[Data to use — start]

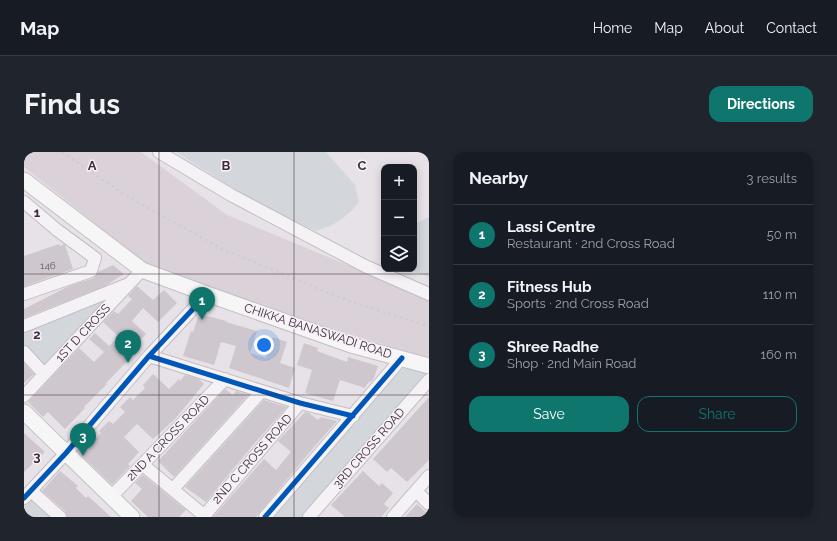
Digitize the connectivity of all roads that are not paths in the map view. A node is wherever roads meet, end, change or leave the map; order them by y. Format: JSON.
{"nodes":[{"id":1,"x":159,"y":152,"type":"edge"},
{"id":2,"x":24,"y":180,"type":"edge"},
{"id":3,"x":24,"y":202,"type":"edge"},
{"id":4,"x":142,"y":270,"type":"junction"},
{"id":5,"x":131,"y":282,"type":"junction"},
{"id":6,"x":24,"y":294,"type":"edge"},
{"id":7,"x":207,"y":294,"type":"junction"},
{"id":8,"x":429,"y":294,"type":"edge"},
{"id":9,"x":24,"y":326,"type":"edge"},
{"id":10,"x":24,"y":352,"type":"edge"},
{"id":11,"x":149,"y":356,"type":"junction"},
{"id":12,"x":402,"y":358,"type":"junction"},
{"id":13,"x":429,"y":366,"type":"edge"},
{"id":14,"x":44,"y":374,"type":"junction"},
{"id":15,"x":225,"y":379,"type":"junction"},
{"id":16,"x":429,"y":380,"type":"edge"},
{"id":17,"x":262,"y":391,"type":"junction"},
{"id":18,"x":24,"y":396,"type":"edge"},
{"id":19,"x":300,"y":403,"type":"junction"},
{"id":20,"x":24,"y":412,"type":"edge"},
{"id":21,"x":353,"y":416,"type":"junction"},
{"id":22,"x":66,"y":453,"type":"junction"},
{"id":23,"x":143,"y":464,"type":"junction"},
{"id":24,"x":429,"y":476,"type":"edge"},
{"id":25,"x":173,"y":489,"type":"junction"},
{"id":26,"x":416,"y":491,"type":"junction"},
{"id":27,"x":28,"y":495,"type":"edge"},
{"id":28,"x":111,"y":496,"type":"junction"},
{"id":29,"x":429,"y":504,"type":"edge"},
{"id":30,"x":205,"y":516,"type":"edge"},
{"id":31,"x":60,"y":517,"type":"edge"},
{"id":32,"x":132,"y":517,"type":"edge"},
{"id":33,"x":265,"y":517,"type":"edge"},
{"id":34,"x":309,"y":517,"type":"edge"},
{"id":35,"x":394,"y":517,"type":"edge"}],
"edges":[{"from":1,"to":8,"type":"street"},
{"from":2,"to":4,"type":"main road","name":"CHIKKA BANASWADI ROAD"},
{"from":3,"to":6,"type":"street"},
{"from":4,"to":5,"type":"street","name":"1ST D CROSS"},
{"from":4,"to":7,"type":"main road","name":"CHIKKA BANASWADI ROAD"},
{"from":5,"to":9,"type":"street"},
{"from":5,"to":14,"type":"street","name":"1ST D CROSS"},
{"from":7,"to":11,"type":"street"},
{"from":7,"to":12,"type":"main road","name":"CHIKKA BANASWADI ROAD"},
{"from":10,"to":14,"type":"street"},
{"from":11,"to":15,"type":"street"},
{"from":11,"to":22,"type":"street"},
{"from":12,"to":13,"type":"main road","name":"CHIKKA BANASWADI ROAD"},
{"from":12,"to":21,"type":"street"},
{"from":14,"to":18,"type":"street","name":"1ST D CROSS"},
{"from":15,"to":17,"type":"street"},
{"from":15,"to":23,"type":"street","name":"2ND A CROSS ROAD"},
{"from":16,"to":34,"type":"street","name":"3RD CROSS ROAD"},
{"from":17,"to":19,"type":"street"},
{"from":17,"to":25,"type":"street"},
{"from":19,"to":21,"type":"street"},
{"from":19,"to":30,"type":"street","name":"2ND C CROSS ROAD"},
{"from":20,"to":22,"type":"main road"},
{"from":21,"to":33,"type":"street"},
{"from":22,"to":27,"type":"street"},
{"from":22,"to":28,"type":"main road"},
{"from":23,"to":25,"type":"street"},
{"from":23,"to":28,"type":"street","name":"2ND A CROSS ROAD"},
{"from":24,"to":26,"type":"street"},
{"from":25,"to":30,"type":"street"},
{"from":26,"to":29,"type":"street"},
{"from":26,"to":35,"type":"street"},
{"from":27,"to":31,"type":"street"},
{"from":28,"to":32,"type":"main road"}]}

[Data to use — finish]

→ **Instructions to follow**:
Whenever a line includes the word "CROSS", pull it out of the entries.

→ **Written response**:
{"from":4,"to":5,"type":"street","name":"1ST D CROSS"},
{"from":5,"to":14,"type":"street","name":"1ST D CROSS"},
{"from":14,"to":18,"type":"street","name":"1ST D CROSS"},
{"from":15,"to":23,"type":"street","name":"2ND A CROSS ROAD"},
{"from":16,"to":34,"type":"street","name":"3RD CROSS ROAD"},
{"from":19,"to":30,"type":"street","name":"2ND C CROSS ROAD"},
{"from":23,"to":28,"type":"street","name":"2ND A CROSS ROAD"},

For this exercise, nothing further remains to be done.